SUPPLIED MATERIAL =>
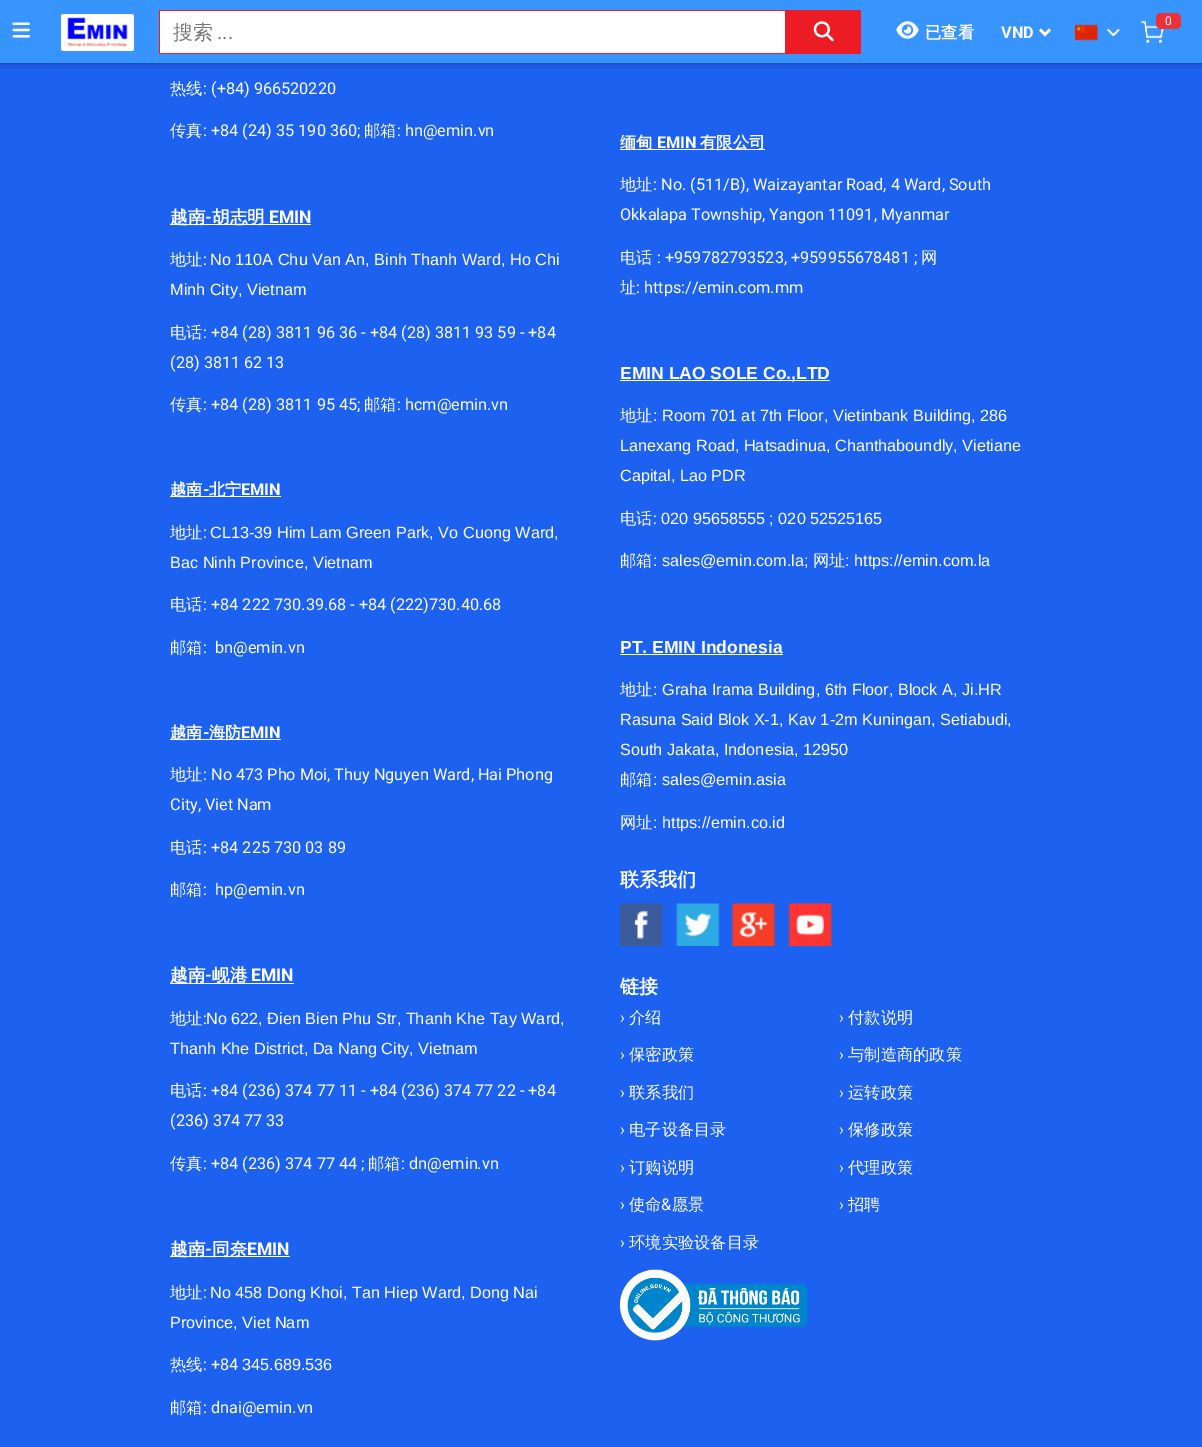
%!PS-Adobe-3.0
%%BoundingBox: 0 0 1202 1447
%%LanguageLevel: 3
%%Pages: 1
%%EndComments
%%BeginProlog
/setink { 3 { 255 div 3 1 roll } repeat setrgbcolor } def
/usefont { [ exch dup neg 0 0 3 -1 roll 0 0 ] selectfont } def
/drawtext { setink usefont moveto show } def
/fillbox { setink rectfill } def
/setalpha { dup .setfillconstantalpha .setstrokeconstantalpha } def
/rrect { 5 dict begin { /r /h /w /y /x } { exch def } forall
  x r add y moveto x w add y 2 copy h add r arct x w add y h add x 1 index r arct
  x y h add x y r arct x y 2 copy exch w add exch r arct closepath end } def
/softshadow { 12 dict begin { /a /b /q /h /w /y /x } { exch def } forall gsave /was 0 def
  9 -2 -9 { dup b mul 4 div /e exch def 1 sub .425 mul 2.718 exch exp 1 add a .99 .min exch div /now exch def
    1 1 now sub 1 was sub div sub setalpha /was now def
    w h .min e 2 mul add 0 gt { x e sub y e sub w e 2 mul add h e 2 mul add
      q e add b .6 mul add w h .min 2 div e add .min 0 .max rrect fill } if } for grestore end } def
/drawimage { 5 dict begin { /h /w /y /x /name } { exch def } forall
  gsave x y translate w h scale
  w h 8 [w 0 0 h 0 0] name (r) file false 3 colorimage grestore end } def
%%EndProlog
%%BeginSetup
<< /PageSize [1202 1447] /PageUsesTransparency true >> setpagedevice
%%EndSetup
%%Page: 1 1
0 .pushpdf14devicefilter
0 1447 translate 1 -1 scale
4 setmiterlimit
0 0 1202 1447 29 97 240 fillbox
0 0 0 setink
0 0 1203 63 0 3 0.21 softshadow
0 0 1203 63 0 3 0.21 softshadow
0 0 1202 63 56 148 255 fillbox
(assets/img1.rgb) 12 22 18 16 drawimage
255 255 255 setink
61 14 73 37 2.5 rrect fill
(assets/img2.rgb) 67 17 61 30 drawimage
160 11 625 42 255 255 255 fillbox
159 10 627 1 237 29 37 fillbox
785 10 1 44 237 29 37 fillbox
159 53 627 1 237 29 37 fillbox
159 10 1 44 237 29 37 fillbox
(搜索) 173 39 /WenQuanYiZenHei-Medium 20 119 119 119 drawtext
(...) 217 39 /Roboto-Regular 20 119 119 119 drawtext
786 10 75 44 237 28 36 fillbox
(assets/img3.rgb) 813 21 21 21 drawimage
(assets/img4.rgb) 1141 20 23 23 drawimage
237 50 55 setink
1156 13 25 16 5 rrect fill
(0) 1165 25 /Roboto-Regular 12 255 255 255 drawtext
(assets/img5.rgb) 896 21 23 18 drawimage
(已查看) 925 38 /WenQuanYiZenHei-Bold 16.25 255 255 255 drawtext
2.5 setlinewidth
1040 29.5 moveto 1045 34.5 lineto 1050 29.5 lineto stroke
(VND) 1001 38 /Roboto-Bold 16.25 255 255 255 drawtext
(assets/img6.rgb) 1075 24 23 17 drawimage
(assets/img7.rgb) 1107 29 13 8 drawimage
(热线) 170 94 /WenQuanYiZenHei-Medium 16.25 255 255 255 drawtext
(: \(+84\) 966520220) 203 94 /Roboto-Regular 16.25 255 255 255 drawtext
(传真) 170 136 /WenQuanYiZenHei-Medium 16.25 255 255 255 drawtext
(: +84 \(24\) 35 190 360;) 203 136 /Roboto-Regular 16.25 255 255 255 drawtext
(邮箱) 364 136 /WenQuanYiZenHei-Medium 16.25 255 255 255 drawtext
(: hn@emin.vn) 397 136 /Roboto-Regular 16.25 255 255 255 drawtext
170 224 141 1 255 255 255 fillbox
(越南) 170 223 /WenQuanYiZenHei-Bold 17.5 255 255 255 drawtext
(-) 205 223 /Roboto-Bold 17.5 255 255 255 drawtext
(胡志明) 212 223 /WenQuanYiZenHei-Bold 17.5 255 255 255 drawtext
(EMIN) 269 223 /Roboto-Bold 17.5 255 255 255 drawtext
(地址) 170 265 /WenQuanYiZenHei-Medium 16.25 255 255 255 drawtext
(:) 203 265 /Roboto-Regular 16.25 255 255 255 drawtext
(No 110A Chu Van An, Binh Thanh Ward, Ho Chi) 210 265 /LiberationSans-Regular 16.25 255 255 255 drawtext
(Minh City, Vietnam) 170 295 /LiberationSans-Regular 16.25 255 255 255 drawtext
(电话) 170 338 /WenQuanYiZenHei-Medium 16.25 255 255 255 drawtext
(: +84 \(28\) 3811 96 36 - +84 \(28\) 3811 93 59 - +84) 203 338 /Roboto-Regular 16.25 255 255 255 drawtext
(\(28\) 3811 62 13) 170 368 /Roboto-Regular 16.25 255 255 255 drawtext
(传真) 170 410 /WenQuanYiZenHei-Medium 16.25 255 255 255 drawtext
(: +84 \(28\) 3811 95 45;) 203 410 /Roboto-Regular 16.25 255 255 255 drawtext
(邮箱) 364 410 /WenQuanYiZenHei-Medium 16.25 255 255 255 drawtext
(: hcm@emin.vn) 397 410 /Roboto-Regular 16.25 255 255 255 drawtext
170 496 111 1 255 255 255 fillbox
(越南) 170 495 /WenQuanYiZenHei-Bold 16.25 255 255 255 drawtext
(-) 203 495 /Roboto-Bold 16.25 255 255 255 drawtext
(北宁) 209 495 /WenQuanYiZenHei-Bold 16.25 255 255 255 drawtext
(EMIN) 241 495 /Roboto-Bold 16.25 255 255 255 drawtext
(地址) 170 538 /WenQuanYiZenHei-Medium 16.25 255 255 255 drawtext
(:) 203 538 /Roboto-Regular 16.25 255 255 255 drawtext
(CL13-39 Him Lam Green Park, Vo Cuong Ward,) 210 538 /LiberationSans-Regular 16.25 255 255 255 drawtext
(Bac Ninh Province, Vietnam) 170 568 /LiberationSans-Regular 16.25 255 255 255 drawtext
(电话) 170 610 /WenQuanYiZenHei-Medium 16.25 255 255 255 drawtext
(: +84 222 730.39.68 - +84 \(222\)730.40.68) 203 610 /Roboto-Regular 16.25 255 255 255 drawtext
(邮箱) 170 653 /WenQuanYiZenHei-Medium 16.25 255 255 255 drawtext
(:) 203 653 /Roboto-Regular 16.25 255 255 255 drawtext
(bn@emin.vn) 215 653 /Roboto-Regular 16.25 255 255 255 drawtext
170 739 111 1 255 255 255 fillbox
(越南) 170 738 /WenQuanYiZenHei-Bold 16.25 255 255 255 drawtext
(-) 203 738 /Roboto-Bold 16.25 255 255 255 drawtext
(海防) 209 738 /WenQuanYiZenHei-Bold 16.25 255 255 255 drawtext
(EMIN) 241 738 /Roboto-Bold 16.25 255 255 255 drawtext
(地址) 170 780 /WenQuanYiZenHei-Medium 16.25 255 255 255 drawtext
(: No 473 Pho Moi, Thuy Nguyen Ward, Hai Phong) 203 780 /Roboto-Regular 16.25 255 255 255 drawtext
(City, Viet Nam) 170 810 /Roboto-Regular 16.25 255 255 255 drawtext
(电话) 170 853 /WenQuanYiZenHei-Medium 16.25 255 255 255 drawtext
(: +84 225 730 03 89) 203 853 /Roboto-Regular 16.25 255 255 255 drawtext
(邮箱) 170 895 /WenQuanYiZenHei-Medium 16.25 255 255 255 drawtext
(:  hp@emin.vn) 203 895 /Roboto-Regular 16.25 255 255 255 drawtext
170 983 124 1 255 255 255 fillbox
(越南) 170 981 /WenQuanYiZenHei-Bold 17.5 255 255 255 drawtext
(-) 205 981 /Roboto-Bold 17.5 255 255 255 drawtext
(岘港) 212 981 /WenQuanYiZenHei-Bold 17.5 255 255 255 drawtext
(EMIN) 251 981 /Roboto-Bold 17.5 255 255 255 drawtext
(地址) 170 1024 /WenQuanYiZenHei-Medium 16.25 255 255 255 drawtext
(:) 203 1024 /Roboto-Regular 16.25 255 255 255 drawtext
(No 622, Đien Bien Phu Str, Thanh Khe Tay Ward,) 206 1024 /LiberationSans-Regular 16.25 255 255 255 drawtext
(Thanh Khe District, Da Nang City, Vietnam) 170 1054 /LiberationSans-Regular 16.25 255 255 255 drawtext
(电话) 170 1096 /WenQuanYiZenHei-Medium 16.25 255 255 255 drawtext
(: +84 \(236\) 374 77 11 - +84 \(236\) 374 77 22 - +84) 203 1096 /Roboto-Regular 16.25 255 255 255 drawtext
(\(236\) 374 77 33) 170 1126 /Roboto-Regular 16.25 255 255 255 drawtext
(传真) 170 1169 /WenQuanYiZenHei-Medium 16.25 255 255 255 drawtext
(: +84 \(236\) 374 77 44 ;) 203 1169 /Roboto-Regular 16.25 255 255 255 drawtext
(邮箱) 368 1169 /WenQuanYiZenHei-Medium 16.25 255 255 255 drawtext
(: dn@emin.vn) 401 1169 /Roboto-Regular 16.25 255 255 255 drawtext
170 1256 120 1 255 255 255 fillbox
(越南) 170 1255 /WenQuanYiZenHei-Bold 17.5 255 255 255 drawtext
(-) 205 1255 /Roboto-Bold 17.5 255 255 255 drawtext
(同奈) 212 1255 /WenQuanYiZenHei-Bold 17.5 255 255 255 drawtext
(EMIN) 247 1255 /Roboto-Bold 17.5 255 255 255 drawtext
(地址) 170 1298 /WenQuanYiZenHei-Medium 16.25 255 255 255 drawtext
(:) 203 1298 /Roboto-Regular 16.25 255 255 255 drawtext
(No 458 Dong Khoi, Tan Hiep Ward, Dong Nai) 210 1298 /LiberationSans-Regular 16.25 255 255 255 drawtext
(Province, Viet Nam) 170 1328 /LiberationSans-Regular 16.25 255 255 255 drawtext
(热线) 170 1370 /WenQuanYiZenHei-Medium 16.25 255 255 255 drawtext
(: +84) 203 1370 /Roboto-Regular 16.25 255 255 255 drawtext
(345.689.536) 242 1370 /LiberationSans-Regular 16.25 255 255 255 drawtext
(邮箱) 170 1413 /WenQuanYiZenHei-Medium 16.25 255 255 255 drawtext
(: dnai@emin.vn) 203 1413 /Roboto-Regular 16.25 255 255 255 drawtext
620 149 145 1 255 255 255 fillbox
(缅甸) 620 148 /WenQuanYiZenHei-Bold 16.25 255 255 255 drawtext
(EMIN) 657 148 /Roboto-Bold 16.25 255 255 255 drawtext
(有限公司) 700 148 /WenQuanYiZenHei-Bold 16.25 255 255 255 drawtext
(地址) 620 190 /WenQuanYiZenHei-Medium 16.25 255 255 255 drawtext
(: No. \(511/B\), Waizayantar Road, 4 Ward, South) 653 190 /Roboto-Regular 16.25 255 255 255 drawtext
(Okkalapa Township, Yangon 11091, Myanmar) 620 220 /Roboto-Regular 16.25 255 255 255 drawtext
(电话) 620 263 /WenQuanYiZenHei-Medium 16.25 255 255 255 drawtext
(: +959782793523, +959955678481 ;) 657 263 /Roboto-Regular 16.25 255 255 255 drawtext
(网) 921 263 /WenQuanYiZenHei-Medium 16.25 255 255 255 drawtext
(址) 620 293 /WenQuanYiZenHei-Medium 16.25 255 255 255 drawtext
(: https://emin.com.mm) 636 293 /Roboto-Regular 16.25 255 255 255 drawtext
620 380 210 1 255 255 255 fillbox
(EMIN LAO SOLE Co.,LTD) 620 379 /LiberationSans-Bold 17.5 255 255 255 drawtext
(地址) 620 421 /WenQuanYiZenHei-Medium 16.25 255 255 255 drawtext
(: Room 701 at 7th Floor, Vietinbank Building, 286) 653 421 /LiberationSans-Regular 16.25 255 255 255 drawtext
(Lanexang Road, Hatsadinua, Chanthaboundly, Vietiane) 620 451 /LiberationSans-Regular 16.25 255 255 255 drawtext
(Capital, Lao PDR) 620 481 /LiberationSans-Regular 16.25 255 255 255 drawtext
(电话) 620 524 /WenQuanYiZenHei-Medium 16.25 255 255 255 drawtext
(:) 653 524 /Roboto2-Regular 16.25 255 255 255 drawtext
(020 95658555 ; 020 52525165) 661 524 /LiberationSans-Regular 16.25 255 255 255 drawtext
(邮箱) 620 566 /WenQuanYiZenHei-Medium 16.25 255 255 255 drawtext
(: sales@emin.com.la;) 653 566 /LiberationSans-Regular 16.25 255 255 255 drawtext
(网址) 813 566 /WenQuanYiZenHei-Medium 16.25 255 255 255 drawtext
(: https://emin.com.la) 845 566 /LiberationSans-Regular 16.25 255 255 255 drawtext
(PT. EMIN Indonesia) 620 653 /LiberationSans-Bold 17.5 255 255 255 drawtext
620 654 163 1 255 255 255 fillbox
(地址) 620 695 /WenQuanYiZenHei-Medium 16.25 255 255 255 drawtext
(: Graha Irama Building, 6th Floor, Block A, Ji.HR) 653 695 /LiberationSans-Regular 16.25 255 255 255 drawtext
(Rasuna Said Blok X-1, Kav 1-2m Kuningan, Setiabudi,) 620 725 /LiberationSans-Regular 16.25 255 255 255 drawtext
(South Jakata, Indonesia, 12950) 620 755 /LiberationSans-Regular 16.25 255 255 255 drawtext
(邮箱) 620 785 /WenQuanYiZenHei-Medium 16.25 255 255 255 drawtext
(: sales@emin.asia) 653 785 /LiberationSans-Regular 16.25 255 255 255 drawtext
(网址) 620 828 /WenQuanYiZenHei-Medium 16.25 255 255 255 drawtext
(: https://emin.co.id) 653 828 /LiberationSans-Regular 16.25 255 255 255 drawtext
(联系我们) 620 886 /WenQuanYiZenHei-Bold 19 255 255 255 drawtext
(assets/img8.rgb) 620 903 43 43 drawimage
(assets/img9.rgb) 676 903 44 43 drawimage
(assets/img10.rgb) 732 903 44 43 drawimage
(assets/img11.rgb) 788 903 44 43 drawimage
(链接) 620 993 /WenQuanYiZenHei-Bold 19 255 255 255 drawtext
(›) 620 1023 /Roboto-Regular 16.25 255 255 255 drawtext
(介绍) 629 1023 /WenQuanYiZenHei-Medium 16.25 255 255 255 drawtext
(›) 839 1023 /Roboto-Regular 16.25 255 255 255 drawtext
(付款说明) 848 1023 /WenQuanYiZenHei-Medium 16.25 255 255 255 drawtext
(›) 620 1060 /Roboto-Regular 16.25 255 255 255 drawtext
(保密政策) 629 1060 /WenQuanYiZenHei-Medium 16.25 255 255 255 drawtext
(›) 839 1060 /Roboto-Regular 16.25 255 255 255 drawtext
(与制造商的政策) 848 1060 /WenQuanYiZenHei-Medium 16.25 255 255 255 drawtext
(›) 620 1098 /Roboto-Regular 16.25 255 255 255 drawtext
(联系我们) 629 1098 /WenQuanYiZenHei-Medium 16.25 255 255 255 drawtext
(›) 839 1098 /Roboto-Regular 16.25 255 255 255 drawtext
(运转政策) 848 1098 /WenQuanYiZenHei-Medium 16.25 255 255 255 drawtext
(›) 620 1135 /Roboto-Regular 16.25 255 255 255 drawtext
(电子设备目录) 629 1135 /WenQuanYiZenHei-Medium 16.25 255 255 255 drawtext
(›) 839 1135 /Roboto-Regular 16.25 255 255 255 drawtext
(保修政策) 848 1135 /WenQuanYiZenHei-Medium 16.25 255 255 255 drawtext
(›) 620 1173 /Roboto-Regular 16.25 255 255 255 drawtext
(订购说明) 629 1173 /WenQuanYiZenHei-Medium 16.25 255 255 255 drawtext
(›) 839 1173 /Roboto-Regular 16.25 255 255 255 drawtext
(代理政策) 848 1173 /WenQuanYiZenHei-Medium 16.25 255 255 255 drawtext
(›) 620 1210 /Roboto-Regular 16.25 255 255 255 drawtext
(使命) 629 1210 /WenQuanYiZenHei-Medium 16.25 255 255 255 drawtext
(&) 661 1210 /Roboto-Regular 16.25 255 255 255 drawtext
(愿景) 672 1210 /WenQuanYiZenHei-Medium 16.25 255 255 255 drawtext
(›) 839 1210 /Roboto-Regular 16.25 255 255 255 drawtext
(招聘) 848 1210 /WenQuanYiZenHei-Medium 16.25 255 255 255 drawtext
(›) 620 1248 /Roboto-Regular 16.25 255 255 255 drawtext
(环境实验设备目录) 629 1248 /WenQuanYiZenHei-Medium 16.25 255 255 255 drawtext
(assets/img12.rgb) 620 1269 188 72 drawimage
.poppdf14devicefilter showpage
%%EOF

WHAT IS REQUIRED =>
Repeat word for word the lines above that run from the line containing "(-) 203 495" through the line containing "(bn@emin.vn) 215 653", both ends included, and nothing else.

RESULT FOR THIS EXERCISE =>
(-) 203 495 /Roboto-Bold 16.25 255 255 255 drawtext
(北宁) 209 495 /WenQuanYiZenHei-Bold 16.25 255 255 255 drawtext
(EMIN) 241 495 /Roboto-Bold 16.25 255 255 255 drawtext
(地址) 170 538 /WenQuanYiZenHei-Medium 16.25 255 255 255 drawtext
(:) 203 538 /Roboto-Regular 16.25 255 255 255 drawtext
(CL13-39 Him Lam Green Park, Vo Cuong Ward,) 210 538 /LiberationSans-Regular 16.25 255 255 255 drawtext
(Bac Ninh Province, Vietnam) 170 568 /LiberationSans-Regular 16.25 255 255 255 drawtext
(电话) 170 610 /WenQuanYiZenHei-Medium 16.25 255 255 255 drawtext
(: +84 222 730.39.68 - +84 \(222\)730.40.68) 203 610 /Roboto-Regular 16.25 255 255 255 drawtext
(邮箱) 170 653 /WenQuanYiZenHei-Medium 16.25 255 255 255 drawtext
(:) 203 653 /Roboto-Regular 16.25 255 255 255 drawtext
(bn@emin.vn) 215 653 /Roboto-Regular 16.25 255 255 255 drawtext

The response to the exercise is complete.